Each time violence has erupted it has corresponded with increased authoritarianism in which dissent must be crushed and the specter of civil war is a convenient excuse for even more oppressive governance.

Now, after hundreds have been killed, thousands have been wounded, and hundreds of thousands displaced in the last ten months of fighting, there is little reason to believe conditions will improve. An analysis of the conditions under which past paroxysms of Turkish-Kurdish violence have waxed and waned suggests that the dynamics at play currently in Turkey, and in its neighborhood, will only intensify this conflict, potentially driving it to the heights of bloodshed and upheaval that made the 1990s Turkey’s “lost decade.”

The history of conflict between the Turkish state and Kurds is a long and brutal one, predating the rise of the PKK in the 1980s and stretching back to the very inception of the modern Republic of Turkey in 1923. When the conflict has abated in the past, as in the 1950s, it has done so during a moment of democratic opening in which a new political force sought to gain Kurdish electoral support against the entrenched institutions of the state, just like the AKP in 2003. And each time violence has erupted, as in the 1920s and 1980s, it has corresponded with increased authoritarianism in which dissent whether against the Turkish state or its ethnic nationalist ideology must be crushed and the specter of civil war is a convenient excuse for even more oppressive governance.


These dynamics are at play today. Erdogan’s autocratic ambitions militate against granting Turkey’s Kurdish population the self-rule they seek while a strategy of trying to compel their obedience through force plays well with the nationalist voters he is counting on to support him in his quest to rewrite Turkey’s constitution. The continuing fragmentation of Kurdish society and the Kurdish national movement have also made accommodation between the Turkish state and some form of Kurdish leadership increasingly unlikely. Recent elections show the ideological divisions within Turkey’s Kurdish community remain as pronounced as they were in the 1980s and ’90s, while even within the Kurdish nationalist movement tensions have emerged between HDP’s political leadership, PKK Leader Abdullah Öcalan in his island jail, PKK commanders in northern Iraq, and radicalized youths in many Kurdish cities.
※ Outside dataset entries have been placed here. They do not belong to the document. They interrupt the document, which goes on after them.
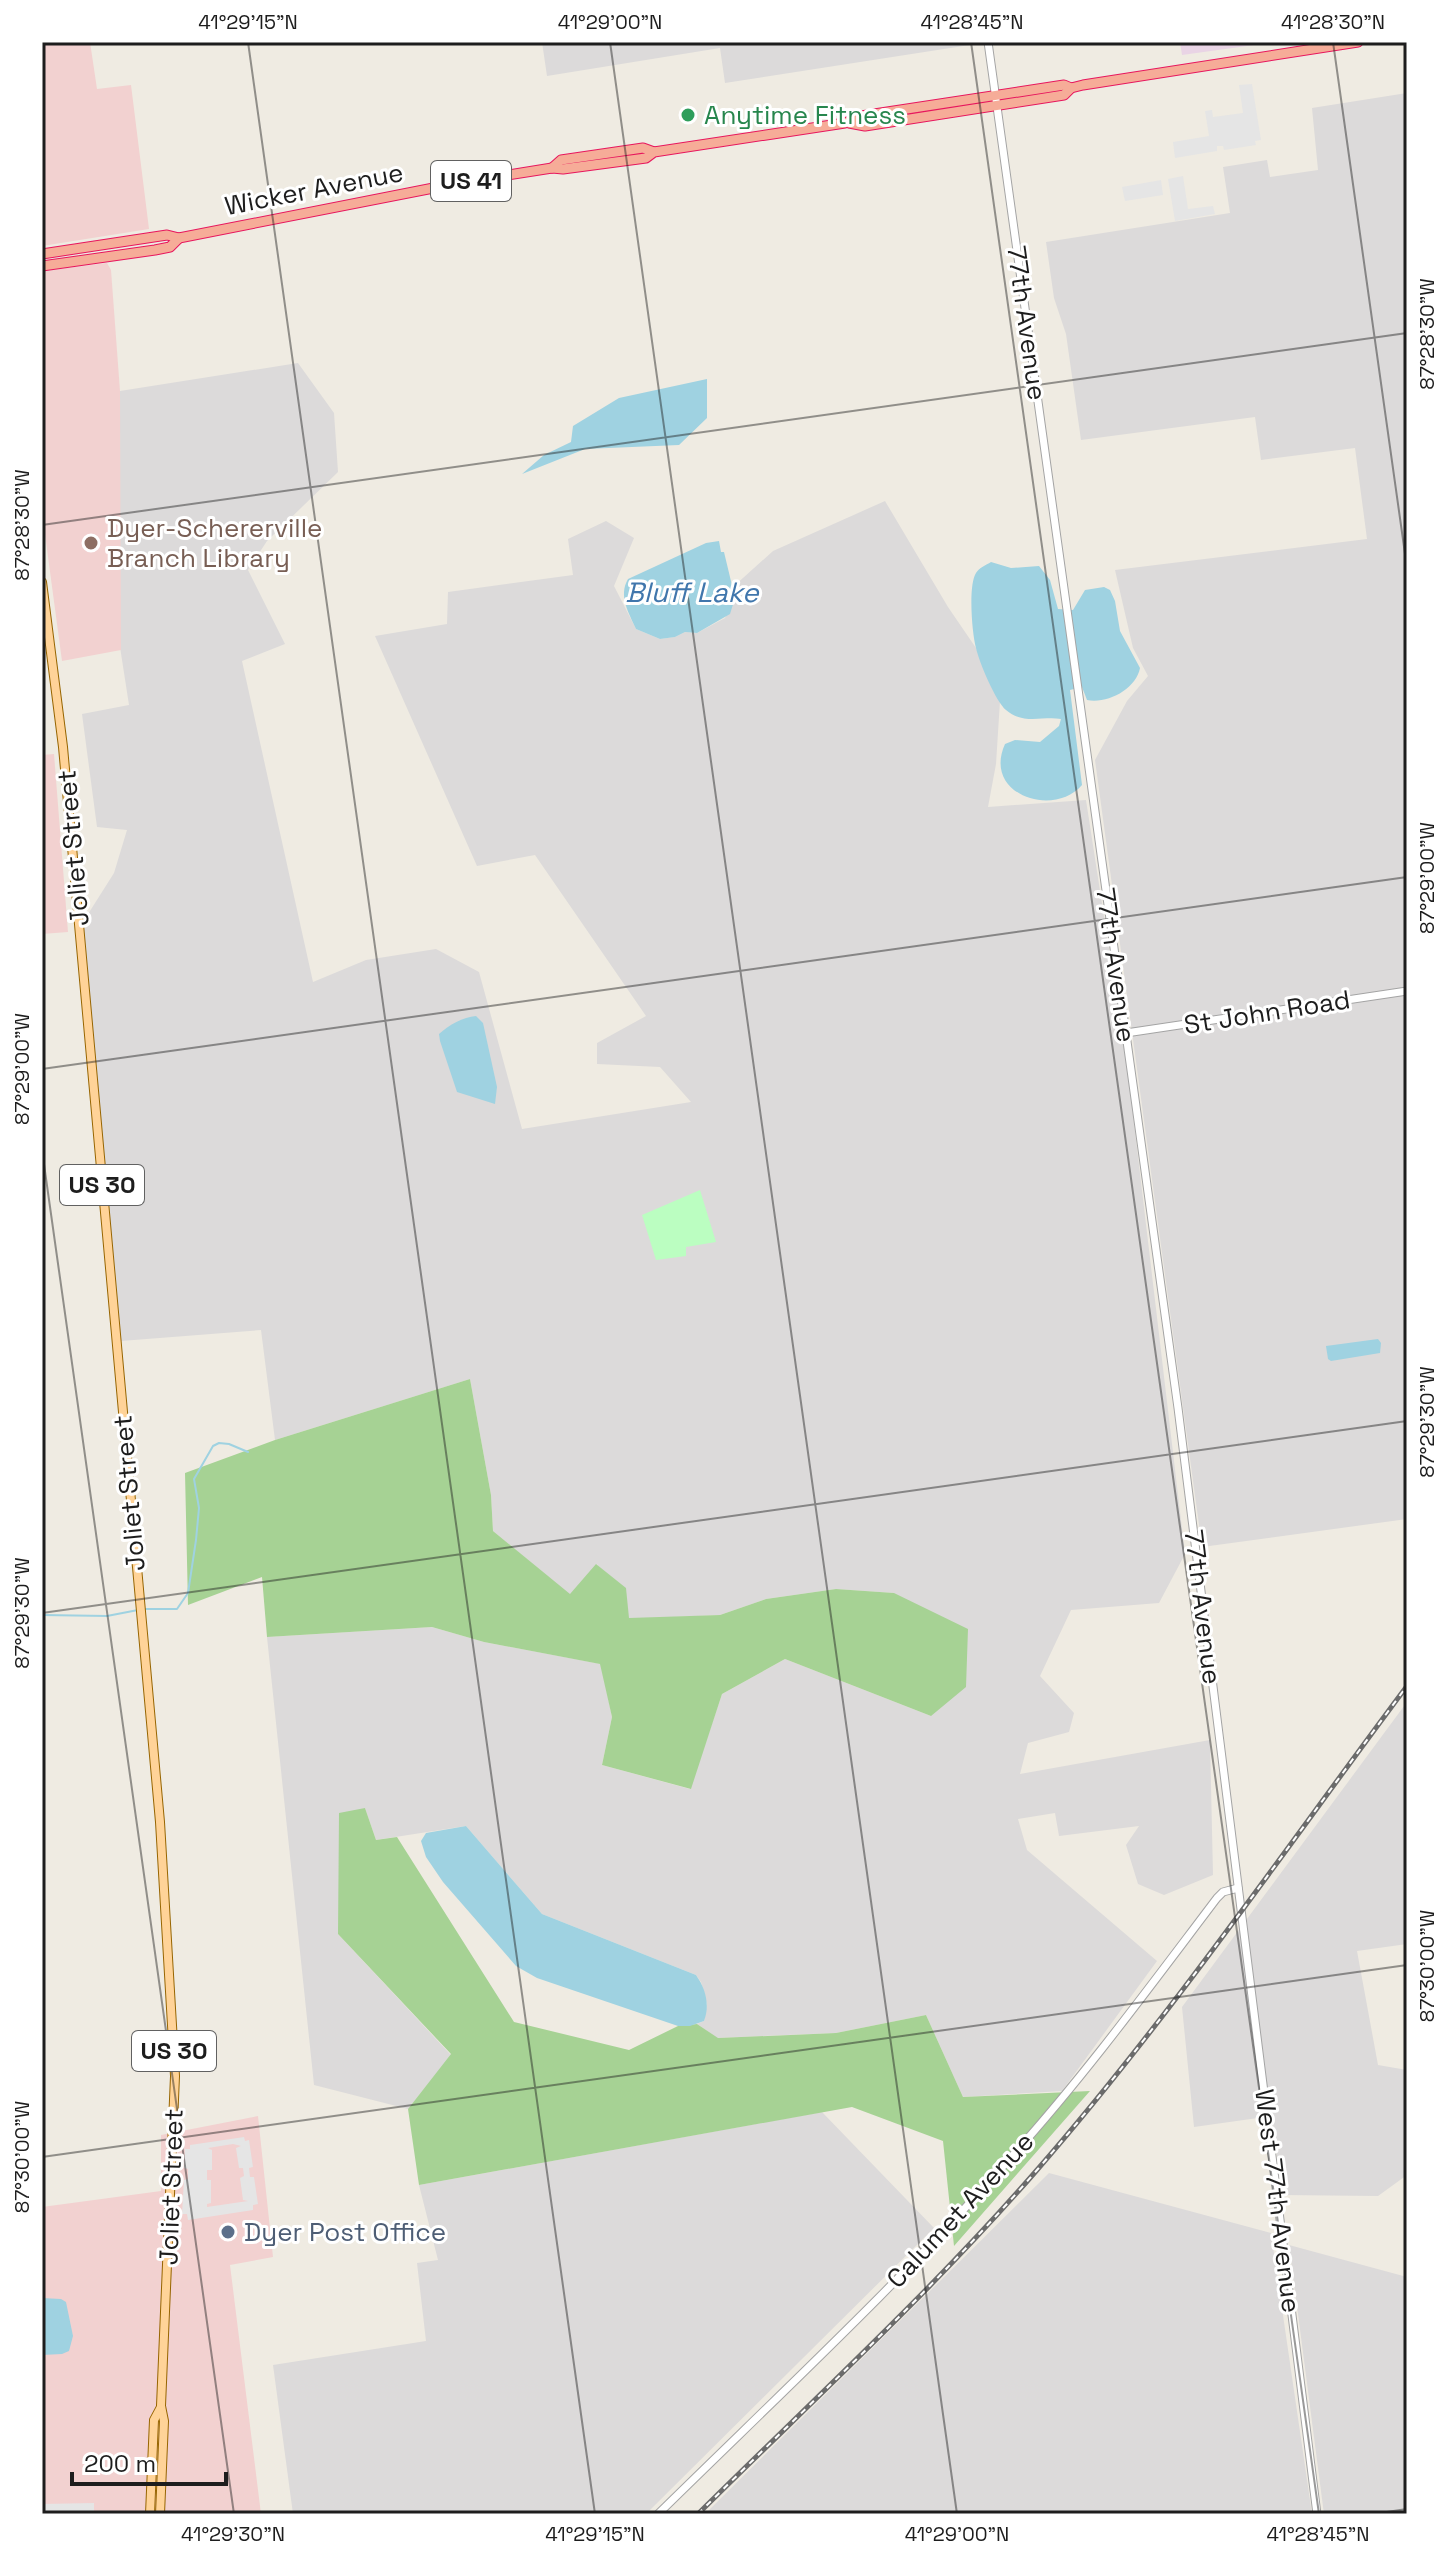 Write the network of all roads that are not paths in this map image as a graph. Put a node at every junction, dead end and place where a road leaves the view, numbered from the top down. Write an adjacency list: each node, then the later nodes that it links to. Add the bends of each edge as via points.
1 (988, 42): 3 (street, 77th Avenue)
2 (1358, 42): 3 (highway, Wicker Avenue / US 41)
3 (995, 100): 4 (highway, Wicker Avenue / US 41, via 865,126 845,123 654,152 643,148 561,160 552,168); 11 (street, 77th Avenue)
4 (179, 238): 5 (highway, Wicker Avenue / US 41); 7 (highway, Wicker Avenue / US 41, via 170,247)
5 (142, 240): 6 (highway, Wicker Avenue / US 41); 7 (highway, via 115,250)
6 (42, 254)
7 (115, 256): 8 (highway, Wicker Avenue / US 41)
8 (42, 266)
9 (42, 582): 13 (main road, Joliet Street / US 30, via 64,753 160,1822 175,2076)
10 (1407, 991): 11 (street, St John Road)
11 (1126, 1033): 12 (street, 77th Avenue)
12 (1238, 1888): 16 (street, Calumet Avenue, via 1217,1898 1086,2069 980,2192); 17 (street, West 77th Avenue)
13 (161, 2406): 14 (main road, Joliet Street / US 30, via 154,2420); 15 (main road, Joliet Street / US 30)
14 (150, 2514)
15 (160, 2514)
16 (658, 2514)
17 (1317, 2514) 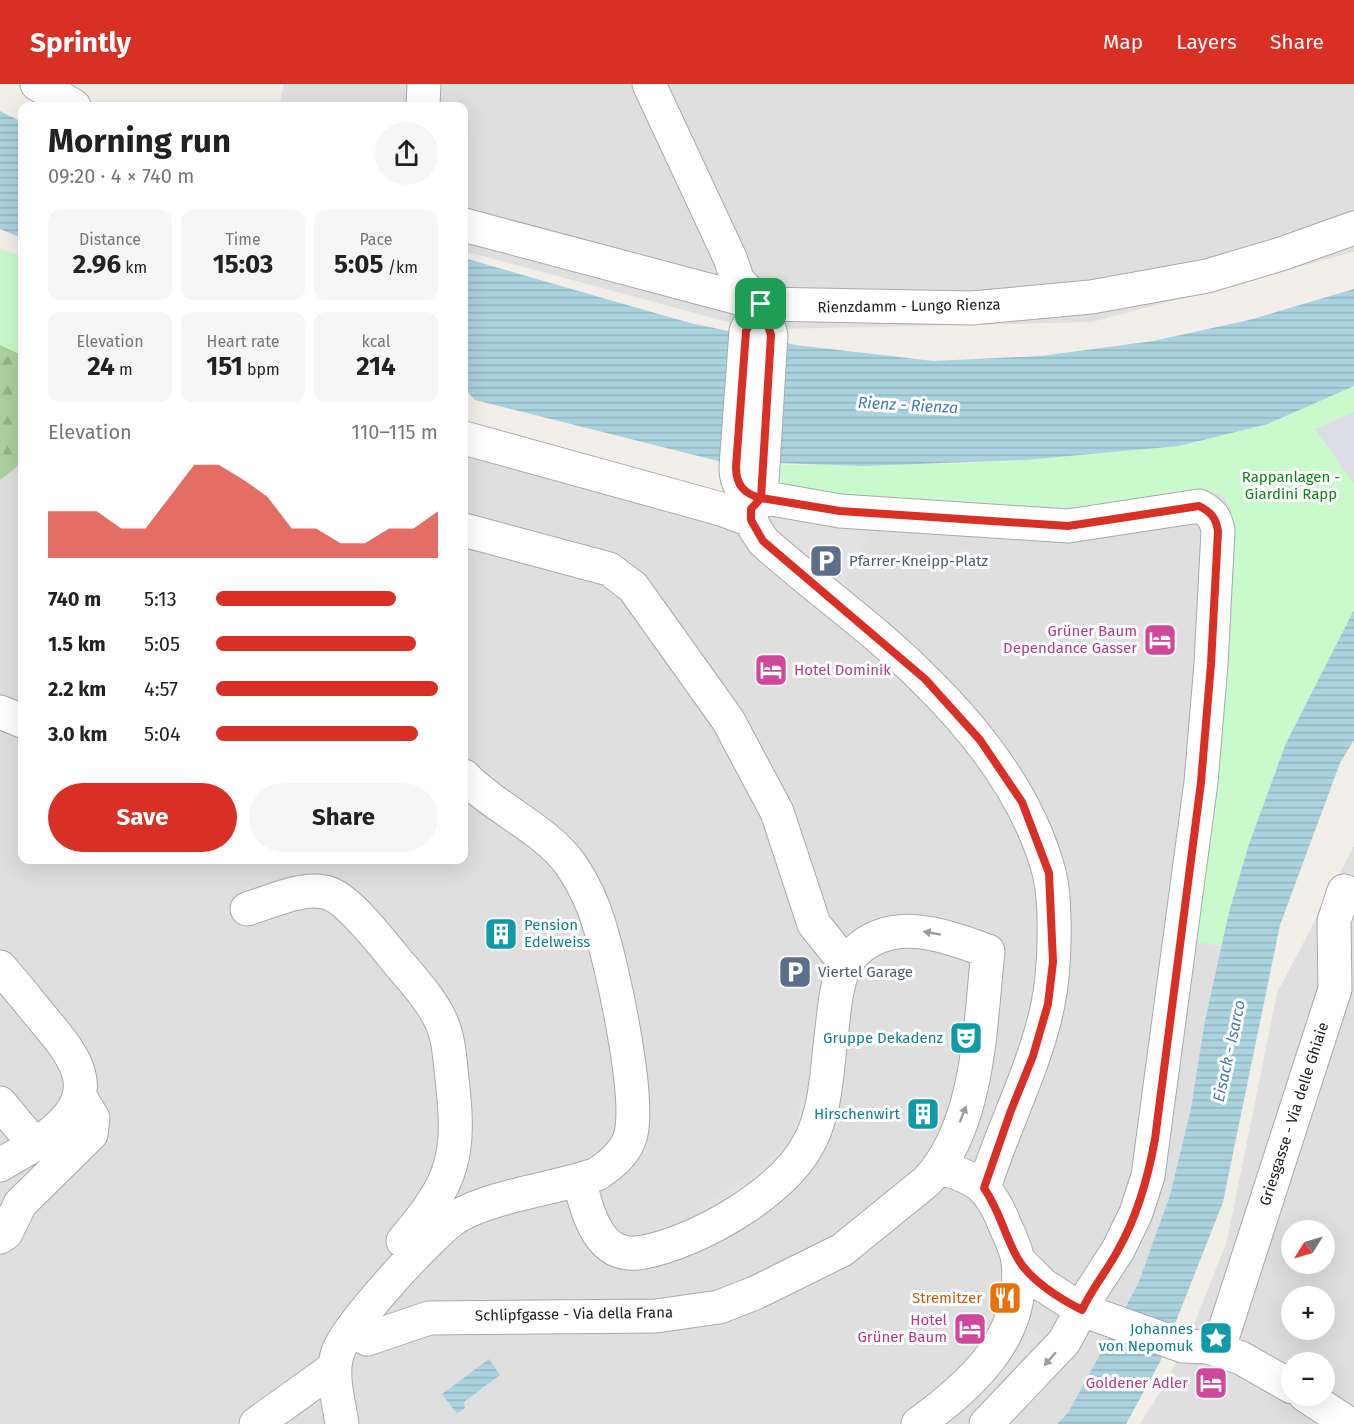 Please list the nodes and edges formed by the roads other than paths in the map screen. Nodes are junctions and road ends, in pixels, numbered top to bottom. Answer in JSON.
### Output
{"nodes":[{"id":1,"x":37,"y":84,"type":"edge"},
{"id":2,"x":424,"y":84,"type":"edge"},
{"id":3,"x":649,"y":84,"type":"edge"},
{"id":4,"x":67,"y":102,"type":"edge"},
{"id":5,"x":423,"y":102,"type":"edge"},
{"id":6,"x":468,"y":226,"type":"edge"},
{"id":7,"x":1354,"y":228,"type":"edge"},
{"id":8,"x":759,"y":323,"type":"junction"},
{"id":9,"x":468,"y":439,"type":"edge"},
{"id":10,"x":754,"y":509,"type":"junction"},
{"id":11,"x":468,"y":531,"type":"edge"},
{"id":12,"x":0,"y":712,"type":"edge"},
{"id":13,"x":18,"y":719,"type":"edge"},
{"id":14,"x":468,"y":780,"type":"edge"},
{"id":15,"x":1349,"y":893,"type":"edge"},
{"id":16,"x":247,"y":909,"type":"dead end"},
{"id":17,"x":846,"y":964,"type":"junction"},
{"id":18,"x":0,"y":967,"type":"edge"},
{"id":19,"x":79,"y":1095,"type":"junction"},
{"id":20,"x":0,"y":1103,"type":"edge"},
{"id":21,"x":35,"y":1145,"type":"junction"},
{"id":22,"x":0,"y":1165,"type":"edge"},
{"id":23,"x":939,"y":1168,"type":"junction"},
{"id":24,"x":579,"y":1181,"type":"junction"},
{"id":25,"x":984,"y":1188,"type":"junction"},
{"id":26,"x":0,"y":1237,"type":"edge"},
{"id":27,"x":1018,"y":1260,"type":"junction"},
{"id":28,"x":377,"y":1299,"type":"junction"},
{"id":29,"x":1093,"y":1314,"type":"junction"},
{"id":30,"x":353,"y":1327,"type":"junction"},
{"id":31,"x":1223,"y":1335,"type":"dead end"},
{"id":32,"x":334,"y":1368,"type":"junction"},
{"id":33,"x":1281,"y":1381,"type":"edge"},
{"id":34,"x":1322,"y":1406,"type":"edge"},
{"id":35,"x":256,"y":1424,"type":"edge"},
{"id":36,"x":342,"y":1424,"type":"edge"},
{"id":37,"x":918,"y":1424,"type":"edge"},
{"id":38,"x":986,"y":1424,"type":"edge"},
{"id":39,"x":1349,"y":1424,"type":"edge"}],
"edges":[{"from":1,"to":4,"type":"street"},
{"from":2,"to":5,"type":"street"},
{"from":3,"to":8,"type":"street"},
{"from":6,"to":8,"type":"street","name":"Rienzdamm - Lungo Rienza"},
{"from":7,"to":8,"type":"street","name":"Rienzdamm - Lungo Rienza"},
{"from":8,"to":10,"type":"street"},
{"from":9,"to":10,"type":"street"},
{"from":10,"to":25,"type":"street"},
{"from":10,"to":29,"type":"street"},
{"from":11,"to":17,"type":"street"},
{"from":12,"to":13,"type":"street"},
{"from":14,"to":24,"type":"street"},
{"from":15,"to":31,"type":"street","name":"Griesgasse - Via delle Ghiaie"},
{"from":16,"to":28,"type":"street"},
{"from":23,"to":17,"type":"street","one_way":true},
{"from":17,"to":24,"type":"street"},
{"from":18,"to":19,"type":"street"},
{"from":19,"to":21,"type":"street"},
{"from":19,"to":26,"type":"street"},
{"from":20,"to":21,"type":"street"},
{"from":21,"to":22,"type":"street"},
{"from":23,"to":25,"type":"street"},
{"from":23,"to":30,"type":"street","name":"Schlipfgasse - Via della Frana"},
{"from":24,"to":28,"type":"street"},
{"from":25,"to":27,"type":"street"},
{"from":27,"to":29,"type":"street"},
{"from":27,"to":37,"type":"street"},
{"from":28,"to":30,"type":"street"},
{"from":29,"to":33,"type":"street"},
{"from":29,"to":38,"type":"street","one_way":true},
{"from":30,"to":32,"type":"street"},
{"from":32,"to":35,"type":"street"},
{"from":32,"to":36,"type":"street"},
{"from":34,"to":39,"type":"street"}]}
Moreover, a number of additional dynamics could further combine to prolong and intensify the fighting, including amplified distrust from the failure of previous negotiations and, more than anything else, the war in Syria.

The exacerbation of the Kurdish conflict would be devastating for Turkey, marking the complete reversal of the political, economic, and social gains the country had made over the last decade and a half and all but condemning it to a dark period of instability, likely marred by authoritarian oppression and political violence.